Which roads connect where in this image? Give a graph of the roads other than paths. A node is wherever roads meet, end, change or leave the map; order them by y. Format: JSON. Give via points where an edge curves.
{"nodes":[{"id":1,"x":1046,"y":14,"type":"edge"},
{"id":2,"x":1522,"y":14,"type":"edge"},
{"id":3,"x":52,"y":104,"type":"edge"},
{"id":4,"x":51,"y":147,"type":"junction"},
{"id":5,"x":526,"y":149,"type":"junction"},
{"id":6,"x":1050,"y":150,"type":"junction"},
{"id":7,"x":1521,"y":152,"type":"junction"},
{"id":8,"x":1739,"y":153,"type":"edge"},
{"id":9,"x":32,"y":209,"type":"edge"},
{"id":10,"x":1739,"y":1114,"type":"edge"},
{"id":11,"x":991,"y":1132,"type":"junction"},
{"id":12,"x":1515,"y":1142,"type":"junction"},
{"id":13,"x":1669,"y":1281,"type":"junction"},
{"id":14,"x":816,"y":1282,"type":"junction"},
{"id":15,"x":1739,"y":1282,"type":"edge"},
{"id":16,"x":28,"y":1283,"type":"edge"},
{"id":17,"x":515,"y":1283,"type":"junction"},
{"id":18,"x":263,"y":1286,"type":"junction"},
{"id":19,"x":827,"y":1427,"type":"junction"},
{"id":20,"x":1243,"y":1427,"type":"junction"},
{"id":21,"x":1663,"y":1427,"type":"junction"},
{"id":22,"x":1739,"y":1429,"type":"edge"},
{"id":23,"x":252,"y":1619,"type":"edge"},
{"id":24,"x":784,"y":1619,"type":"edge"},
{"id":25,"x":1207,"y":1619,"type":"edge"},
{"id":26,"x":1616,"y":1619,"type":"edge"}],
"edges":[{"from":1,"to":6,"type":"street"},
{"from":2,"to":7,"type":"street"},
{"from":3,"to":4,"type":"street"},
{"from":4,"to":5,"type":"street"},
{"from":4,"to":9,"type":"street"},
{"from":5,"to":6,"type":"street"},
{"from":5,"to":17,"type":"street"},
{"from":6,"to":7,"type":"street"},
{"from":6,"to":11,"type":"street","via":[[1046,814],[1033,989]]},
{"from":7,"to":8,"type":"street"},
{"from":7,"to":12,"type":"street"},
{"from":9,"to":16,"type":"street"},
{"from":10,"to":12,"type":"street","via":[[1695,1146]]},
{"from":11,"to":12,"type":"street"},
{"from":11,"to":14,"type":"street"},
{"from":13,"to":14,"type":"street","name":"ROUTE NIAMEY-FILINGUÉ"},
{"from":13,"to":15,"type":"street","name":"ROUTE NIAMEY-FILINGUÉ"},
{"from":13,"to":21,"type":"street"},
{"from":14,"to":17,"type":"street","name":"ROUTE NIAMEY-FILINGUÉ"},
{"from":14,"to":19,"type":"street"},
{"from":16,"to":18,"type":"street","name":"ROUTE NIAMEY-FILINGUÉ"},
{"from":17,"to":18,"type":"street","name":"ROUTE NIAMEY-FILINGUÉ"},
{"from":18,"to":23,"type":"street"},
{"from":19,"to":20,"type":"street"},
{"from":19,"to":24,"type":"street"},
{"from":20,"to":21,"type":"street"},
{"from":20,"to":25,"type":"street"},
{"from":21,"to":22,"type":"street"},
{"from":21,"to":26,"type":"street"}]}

◇ ◇ ◇ ◇ ◇ ◇ ◇

WHAT IS EXPECTED >> Copy all lines of the records in which the string "ROUTE" can be found.

RESPONSE >>
{"from":13,"to":14,"type":"street","name":"ROUTE NIAMEY-FILINGUÉ"},
{"from":13,"to":15,"type":"street","name":"ROUTE NIAMEY-FILINGUÉ"},
{"from":14,"to":17,"type":"street","name":"ROUTE NIAMEY-FILINGUÉ"},
{"from":16,"to":18,"type":"street","name":"ROUTE NIAMEY-FILINGUÉ"},
{"from":17,"to":18,"type":"street","name":"ROUTE NIAMEY-FILINGUÉ"},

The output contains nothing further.